Data for processing:
◇ ◇ ◇ ◇

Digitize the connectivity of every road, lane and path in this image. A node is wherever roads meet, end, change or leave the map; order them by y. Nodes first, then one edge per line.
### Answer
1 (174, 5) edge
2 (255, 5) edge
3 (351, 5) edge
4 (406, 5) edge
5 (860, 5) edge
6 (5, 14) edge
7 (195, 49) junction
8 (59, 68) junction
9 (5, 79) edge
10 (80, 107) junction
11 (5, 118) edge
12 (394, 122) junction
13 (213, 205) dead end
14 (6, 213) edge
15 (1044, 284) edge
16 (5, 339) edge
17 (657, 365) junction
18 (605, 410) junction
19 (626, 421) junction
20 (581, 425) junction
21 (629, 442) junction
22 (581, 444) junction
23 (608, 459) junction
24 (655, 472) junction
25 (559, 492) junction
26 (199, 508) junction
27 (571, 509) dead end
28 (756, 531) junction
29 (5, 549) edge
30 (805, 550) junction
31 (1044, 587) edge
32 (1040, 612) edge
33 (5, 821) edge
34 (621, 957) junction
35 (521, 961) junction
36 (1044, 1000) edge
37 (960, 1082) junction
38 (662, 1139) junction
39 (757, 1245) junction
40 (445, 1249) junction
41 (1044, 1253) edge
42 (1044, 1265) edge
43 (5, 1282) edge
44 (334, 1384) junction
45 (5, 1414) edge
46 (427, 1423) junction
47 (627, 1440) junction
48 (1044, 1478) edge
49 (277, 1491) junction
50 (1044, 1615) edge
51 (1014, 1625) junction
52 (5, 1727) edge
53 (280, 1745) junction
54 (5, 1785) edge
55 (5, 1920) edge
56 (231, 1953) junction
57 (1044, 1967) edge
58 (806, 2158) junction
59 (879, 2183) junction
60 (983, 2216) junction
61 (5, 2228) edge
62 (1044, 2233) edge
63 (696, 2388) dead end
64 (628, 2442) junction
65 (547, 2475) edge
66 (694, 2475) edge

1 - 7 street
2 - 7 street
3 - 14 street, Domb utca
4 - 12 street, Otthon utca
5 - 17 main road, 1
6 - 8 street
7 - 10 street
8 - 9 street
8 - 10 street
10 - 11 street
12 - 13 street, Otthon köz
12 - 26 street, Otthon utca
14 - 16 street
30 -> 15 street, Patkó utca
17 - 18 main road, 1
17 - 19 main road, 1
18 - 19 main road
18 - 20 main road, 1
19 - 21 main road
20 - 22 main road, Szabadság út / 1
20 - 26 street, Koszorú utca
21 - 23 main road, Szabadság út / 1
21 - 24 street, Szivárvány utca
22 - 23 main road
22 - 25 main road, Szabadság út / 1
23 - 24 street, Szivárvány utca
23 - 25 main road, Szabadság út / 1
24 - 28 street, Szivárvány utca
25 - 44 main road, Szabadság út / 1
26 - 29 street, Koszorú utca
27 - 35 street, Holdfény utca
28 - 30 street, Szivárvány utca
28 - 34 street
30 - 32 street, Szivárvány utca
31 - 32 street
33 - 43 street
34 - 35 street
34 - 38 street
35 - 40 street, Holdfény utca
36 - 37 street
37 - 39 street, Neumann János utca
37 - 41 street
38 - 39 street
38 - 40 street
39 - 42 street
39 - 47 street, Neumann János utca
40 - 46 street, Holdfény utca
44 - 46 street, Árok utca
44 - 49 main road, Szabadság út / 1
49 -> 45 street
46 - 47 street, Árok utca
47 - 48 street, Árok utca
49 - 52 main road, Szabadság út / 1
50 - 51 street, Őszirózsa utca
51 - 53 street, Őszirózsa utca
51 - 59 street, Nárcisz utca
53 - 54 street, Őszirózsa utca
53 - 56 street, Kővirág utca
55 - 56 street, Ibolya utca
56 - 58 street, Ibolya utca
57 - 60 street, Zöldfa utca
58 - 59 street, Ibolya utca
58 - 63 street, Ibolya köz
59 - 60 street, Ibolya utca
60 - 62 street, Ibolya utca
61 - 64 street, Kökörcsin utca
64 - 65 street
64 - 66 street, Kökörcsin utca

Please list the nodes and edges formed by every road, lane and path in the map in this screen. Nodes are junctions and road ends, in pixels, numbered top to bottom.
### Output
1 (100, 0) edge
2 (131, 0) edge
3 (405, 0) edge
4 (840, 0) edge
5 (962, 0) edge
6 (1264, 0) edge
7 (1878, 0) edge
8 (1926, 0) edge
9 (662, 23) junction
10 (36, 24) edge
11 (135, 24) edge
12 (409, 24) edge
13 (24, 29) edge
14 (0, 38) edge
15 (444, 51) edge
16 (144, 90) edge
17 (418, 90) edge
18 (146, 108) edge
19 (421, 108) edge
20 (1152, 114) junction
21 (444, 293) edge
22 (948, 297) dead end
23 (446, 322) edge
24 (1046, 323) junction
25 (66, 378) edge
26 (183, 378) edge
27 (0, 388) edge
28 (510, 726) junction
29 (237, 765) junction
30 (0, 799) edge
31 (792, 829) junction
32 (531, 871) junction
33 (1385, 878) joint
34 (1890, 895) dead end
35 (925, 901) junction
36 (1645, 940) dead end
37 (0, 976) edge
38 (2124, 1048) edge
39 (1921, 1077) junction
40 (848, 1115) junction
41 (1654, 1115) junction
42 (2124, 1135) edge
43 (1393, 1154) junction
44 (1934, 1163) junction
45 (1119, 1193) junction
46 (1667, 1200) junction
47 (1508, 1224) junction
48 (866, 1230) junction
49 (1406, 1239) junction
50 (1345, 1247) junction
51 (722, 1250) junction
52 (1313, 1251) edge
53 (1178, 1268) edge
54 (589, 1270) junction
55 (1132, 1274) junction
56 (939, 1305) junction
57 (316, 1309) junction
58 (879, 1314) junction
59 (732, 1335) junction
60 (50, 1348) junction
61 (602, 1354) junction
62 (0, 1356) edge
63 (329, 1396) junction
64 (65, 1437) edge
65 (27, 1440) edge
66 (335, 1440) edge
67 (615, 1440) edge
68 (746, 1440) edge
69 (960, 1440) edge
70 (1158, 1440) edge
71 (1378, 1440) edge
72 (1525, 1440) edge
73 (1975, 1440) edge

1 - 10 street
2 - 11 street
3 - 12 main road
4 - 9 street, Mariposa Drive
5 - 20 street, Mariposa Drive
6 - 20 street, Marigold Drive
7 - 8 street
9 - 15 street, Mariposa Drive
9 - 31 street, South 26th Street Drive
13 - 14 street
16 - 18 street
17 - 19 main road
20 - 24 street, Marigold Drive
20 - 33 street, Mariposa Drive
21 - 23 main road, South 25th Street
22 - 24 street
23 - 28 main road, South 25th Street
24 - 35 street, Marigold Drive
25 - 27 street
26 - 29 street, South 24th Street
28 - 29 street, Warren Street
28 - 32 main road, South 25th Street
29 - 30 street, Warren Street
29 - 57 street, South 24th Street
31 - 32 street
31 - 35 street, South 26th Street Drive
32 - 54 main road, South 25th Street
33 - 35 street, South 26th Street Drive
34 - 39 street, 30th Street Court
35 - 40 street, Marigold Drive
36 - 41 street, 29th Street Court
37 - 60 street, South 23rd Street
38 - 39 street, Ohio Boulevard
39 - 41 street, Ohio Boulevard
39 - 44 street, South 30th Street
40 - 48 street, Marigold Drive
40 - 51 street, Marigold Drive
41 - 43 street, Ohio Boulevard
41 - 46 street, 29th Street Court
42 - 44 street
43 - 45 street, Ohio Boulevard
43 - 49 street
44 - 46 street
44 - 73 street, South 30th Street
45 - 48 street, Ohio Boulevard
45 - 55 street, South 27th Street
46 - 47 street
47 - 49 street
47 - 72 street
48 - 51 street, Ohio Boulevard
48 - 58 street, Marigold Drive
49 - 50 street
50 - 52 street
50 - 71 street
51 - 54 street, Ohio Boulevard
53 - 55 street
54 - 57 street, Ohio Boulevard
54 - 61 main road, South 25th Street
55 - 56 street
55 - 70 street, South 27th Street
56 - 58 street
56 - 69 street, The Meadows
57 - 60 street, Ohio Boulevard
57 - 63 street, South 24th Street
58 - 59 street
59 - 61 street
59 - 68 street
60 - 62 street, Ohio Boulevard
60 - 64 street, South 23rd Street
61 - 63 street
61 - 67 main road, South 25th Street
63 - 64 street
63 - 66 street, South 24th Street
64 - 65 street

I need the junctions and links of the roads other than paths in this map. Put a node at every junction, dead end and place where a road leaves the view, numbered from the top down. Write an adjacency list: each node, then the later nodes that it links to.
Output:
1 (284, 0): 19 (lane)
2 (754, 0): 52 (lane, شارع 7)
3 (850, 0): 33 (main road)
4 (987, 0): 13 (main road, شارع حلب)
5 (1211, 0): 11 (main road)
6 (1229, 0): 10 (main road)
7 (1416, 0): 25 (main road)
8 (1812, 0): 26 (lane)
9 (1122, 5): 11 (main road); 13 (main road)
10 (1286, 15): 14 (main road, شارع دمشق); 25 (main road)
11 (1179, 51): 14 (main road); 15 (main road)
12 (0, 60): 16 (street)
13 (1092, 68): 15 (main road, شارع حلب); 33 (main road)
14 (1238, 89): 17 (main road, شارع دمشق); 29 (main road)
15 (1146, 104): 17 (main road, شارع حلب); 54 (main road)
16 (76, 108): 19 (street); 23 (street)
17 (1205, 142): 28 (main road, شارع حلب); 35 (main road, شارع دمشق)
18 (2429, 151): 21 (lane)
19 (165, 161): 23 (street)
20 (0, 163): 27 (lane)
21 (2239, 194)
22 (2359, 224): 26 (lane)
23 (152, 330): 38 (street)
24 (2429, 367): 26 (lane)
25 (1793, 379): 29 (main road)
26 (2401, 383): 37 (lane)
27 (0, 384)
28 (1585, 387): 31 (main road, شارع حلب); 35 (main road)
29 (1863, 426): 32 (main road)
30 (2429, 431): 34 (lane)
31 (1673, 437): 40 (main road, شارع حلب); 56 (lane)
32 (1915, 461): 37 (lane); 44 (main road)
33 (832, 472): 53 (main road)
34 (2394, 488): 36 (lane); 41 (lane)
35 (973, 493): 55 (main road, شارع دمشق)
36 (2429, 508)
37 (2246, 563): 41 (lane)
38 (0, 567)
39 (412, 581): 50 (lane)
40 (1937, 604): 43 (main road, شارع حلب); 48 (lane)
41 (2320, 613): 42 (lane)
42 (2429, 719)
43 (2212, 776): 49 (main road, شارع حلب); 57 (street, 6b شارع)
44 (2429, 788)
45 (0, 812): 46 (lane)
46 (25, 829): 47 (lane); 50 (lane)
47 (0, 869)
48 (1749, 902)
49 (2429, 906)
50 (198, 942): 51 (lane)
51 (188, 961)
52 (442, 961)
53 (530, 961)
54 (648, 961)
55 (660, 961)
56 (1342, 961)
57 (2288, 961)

◇ ◇ ◇ ◇

Assignment:
Quote every line from the line containing "I need the junctions" through the closing line of the listing, including both.

Result:
I need the junctions and links of the roads other than paths in this map. Put a node at every junction, dead end and place where a road leaves the view, numbered from the top down. Write an adjacency list: each node, then the later nodes that it links to.
Output:
1 (284, 0): 19 (lane)
2 (754, 0): 52 (lane, شارع 7)
3 (850, 0): 33 (main road)
4 (987, 0): 13 (main road, شارع حلب)
5 (1211, 0): 11 (main road)
6 (1229, 0): 10 (main road)
7 (1416, 0): 25 (main road)
8 (1812, 0): 26 (lane)
9 (1122, 5): 11 (main road); 13 (main road)
10 (1286, 15): 14 (main road, شارع دمشق); 25 (main road)
11 (1179, 51): 14 (main road); 15 (main road)
12 (0, 60): 16 (street)
13 (1092, 68): 15 (main road, شارع حلب); 33 (main road)
14 (1238, 89): 17 (main road, شارع دمشق); 29 (main road)
15 (1146, 104): 17 (main road, شارع حلب); 54 (main road)
16 (76, 108): 19 (street); 23 (street)
17 (1205, 142): 28 (main road, شارع حلب); 35 (main road, شارع دمشق)
18 (2429, 151): 21 (lane)
19 (165, 161): 23 (street)
20 (0, 163): 27 (lane)
21 (2239, 194)
22 (2359, 224): 26 (lane)
23 (152, 330): 38 (street)
24 (2429, 367): 26 (lane)
25 (1793, 379): 29 (main road)
26 (2401, 383): 37 (lane)
27 (0, 384)
28 (1585, 387): 31 (main road, شارع حلب); 35 (main road)
29 (1863, 426): 32 (main road)
30 (2429, 431): 34 (lane)
31 (1673, 437): 40 (main road, شارع حلب); 56 (lane)
32 (1915, 461): 37 (lane); 44 (main road)
33 (832, 472): 53 (main road)
34 (2394, 488): 36 (lane); 41 (lane)
35 (973, 493): 55 (main road, شارع دمشق)
36 (2429, 508)
37 (2246, 563): 41 (lane)
38 (0, 567)
39 (412, 581): 50 (lane)
40 (1937, 604): 43 (main road, شارع حلب); 48 (lane)
41 (2320, 613): 42 (lane)
42 (2429, 719)
43 (2212, 776): 49 (main road, شارع حلب); 57 (street, 6b شارع)
44 (2429, 788)
45 (0, 812): 46 (lane)
46 (25, 829): 47 (lane); 50 (lane)
47 (0, 869)
48 (1749, 902)
49 (2429, 906)
50 (198, 942): 51 (lane)
51 (188, 961)
52 (442, 961)
53 (530, 961)
54 (648, 961)
55 (660, 961)
56 (1342, 961)
57 (2288, 961)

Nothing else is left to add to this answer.